With the management of grizzly bears continuing to evolve over time in the national parks, it’s possible there could have been a different outcome for this bear had he been in Banff today. Grizzlies were declared a threatened species in Alberta in 2010.
“Looking through today’s lens, I think there would have been intervention with bear #16 much earlier on and things would not have escalated to the point that they did,” Gibeau said.
“Today management is more on top of those problem behaviours and they nip them in the bud and they actively change behaviour,” he added.
“It was too little too late in his case. Who knows what the outcome would be because individual bears respond so differently.”
Colleen Campbell was one of the bear researchers at the time studying bear #16. In the lead up to the Eastern Slopes Grizzly Bear Project, Gibeau had asked her to track the bear, which was fitted with a conventional VHF radio collar.
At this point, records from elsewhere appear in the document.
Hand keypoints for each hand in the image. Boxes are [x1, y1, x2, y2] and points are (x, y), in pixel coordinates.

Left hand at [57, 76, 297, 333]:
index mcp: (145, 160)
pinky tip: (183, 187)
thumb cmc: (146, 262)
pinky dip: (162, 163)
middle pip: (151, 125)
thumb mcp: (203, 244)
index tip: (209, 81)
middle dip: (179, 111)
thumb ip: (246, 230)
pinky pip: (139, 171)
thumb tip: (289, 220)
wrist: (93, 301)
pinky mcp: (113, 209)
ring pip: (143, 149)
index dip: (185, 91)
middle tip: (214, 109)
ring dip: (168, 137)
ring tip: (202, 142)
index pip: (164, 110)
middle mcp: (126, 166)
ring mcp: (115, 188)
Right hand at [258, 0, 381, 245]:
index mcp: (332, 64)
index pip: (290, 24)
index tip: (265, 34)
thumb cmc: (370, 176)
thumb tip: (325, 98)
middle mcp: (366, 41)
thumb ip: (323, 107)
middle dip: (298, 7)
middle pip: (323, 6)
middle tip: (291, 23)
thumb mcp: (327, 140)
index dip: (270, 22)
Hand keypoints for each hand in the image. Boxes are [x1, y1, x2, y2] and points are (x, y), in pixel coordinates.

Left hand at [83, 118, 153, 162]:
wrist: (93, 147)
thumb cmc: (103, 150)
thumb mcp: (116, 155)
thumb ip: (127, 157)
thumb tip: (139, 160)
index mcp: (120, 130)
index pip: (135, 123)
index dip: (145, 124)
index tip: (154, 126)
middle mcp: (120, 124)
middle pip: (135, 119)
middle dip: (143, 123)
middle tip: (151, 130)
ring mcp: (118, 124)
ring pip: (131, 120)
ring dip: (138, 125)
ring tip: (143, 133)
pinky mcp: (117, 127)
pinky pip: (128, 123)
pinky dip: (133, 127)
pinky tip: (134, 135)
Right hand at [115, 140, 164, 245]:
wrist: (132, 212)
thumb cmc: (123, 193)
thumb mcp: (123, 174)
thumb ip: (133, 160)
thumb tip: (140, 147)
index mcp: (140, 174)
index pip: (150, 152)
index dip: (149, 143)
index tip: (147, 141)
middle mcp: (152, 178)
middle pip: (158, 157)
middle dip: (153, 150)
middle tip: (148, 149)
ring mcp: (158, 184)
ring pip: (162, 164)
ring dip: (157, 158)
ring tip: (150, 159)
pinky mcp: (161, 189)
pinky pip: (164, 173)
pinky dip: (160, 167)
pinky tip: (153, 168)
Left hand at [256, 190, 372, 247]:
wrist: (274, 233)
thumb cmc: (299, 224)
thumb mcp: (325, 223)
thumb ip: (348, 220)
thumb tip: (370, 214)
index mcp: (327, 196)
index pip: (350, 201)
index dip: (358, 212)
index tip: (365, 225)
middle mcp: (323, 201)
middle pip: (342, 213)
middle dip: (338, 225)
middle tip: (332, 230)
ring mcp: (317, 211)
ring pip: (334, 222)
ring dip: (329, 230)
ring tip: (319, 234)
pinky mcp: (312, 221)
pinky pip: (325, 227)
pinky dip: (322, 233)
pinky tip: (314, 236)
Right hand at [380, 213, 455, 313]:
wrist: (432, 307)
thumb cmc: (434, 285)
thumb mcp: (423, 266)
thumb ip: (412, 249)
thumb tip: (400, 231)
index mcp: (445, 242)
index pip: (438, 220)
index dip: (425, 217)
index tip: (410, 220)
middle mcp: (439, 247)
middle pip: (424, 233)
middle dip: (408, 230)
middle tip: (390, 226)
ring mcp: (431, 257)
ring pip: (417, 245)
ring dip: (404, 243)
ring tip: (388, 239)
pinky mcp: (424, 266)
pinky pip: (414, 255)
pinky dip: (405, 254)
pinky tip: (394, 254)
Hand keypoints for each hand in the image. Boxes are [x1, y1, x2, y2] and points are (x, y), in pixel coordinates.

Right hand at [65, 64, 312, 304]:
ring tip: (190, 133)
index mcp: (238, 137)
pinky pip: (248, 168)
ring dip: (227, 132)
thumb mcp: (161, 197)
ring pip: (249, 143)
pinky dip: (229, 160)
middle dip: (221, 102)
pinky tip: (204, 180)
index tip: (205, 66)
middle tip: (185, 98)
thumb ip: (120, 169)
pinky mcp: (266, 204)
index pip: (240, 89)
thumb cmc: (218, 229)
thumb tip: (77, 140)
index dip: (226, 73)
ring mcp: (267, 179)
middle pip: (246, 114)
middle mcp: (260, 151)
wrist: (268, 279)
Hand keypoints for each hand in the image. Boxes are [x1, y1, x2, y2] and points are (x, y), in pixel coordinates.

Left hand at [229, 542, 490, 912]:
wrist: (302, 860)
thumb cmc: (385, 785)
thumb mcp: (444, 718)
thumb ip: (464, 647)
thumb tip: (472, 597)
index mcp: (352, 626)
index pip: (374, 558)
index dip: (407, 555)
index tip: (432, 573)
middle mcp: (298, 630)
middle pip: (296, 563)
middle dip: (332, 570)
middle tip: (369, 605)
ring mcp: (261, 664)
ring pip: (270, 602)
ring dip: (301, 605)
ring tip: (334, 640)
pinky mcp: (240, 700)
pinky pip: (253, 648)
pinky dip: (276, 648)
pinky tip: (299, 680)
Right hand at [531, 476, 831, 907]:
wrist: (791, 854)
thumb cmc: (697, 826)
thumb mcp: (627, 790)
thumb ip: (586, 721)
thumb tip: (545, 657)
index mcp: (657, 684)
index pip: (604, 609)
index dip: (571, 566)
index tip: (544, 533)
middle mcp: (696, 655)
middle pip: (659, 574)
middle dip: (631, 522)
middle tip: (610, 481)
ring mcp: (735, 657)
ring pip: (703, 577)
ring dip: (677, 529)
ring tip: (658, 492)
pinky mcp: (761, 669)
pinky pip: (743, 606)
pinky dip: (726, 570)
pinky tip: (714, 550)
“He had been hanging out in the Bow Valley and he was very indifferent to people, so car jams formed readily because he didn’t run away,” she said.
“He was not the least bit aggressive, and he would just saunter off into the bush.”
Campbell said he ranged widely, but liked the Bow Valley where there was good bear food.
“Even in 1993, it was a serious challenge for Parks to keep track of all interference of bears because the Bow Valley was loaded with people,” she said.
When first at the zoo in isolation, Campbell recalls it was a tough adjustment for bear #16.
“He had no place to go, there was no natural habitat around him, he was sad, upset, angry,” she said.
“He quickly realized that [the keeper] meant him no harm, and that she brought food and when she came in he wouldn’t respond with aggression, so he settled down fairly quickly.”
When bear #16 first went to the zoo, Campbell was heartbroken.
“He wasn’t killed, but we lost a bear. He was taken out of the breeding population and from all the signs he had the character and genetics that we would like to keep in this landscape,” she said.
“He just broadened the landscape for me, so when he went to the zoo I felt really sad that he was gone from the landscape, but also really glad that he wouldn’t die.”
Campbell has been to visit Skoki many, many times over the years. “I kind of ache for him.”